The Potential Impact of AI
AI can help someone program by generating usable code. It can also help a malware writer create malicious code and find new ways to introduce it to you.
One of these ways is through the data pool that is used by various AI or AI related engines. They have to learn somewhere. There are certainly ethical considerations about this learning. But there are also security concerns. What happens if someone injects false information into the AI engine? Who is going to catch it?

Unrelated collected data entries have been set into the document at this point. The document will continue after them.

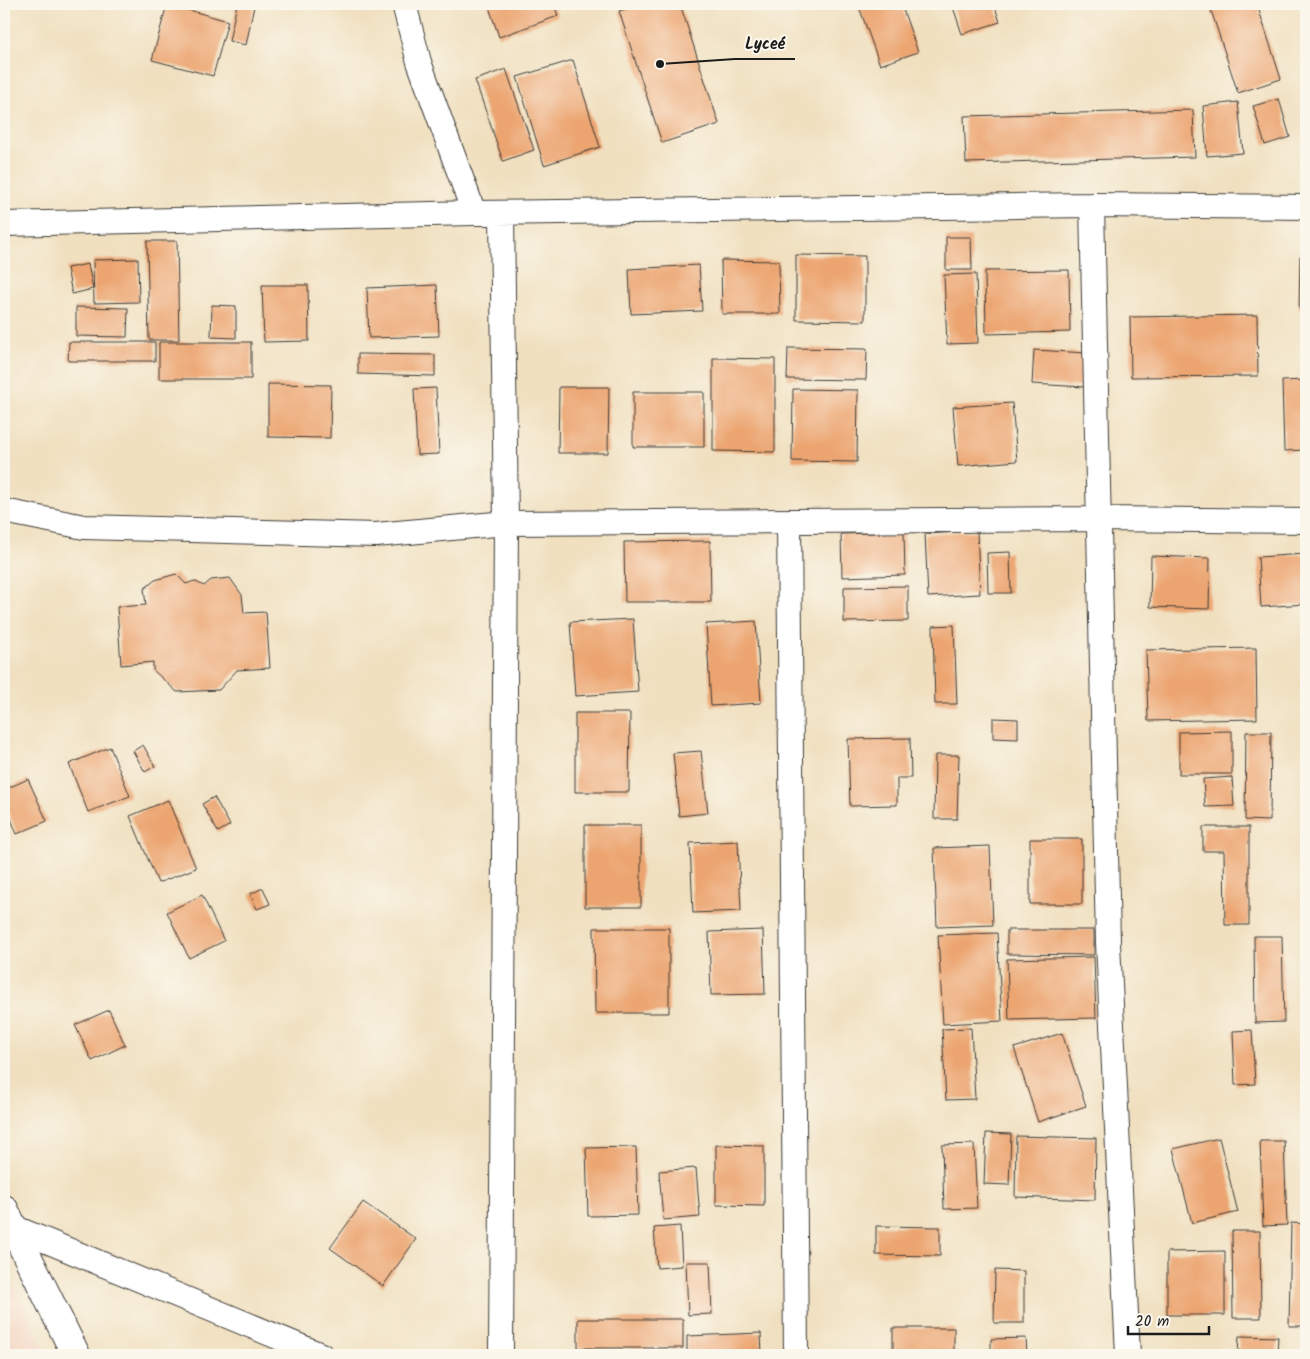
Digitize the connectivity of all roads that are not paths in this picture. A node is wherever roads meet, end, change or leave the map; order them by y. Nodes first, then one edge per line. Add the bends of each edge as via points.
1 (404, 4) edge
2 (1092, 205) junction
3 (1306, 207) edge
4 (474, 213) junction
5 (502, 213) junction
6 (4, 224) edge
7 (4, 511) edge
8 (1100, 519) junction
9 (789, 521) junction
10 (1306, 521) edge
11 (506, 523) junction
12 (8, 1218) edge
13 (76, 1355) edge
14 (321, 1355) edge
15 (502, 1355) edge
16 (796, 1355) edge
17 (1128, 1355) edge

1 - 4 street via 419,62
2 - 3 street
2 - 5 street
2 - 8 street
4 - 5 street
4 - 6 street
5 - 11 street
7 - 11 street via 84,527 376,535
8 - 9 street
8 - 10 street
8 - 17 street via 1108,943
9 - 11 street
9 - 16 street
11 - 15 street
12 - 13 street
12 - 14 street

These attacks can be summarized as data poisoning and manipulation. There’s an article on this at SmarterMSP.com, which is aimed more at people like me, but has valuable information. I wrote this post as a simplification.
An Analogy
Let me use one analogy. Let’s suppose that a creative librarian decided to deceive people generally and did so by regularly acquiring and referring people to less reliable sources, sources that were less than the best. This would be data poisoning. People often trust librarians, so they expect if the librarian points them to a good book on a subject, it will be good.
That librarian is extremely limited in the total amount of harm by two factors: 1) The total number of people they can misdirect as a single individual, and 2) the ease with which someone could discover the manipulation.
AI is not so limited. It’s ubiquitous. I was dismayed recently by the number of images on a subscription service I use that had the simple for use of generative AI in image creation. I’m not an opponent of AI, especially in designs that normally use multiple graphical elements. I am substantially prejudiced against the entire process being created by AI.
Be aware of where your data is coming from and double-check sources. The need for actual research skills, the ability to find and evaluate sources for your information, has never been greater.
Bottom Line
Don’t be deceived. In other words, don’t get hacked, either on your computer or in your own mind!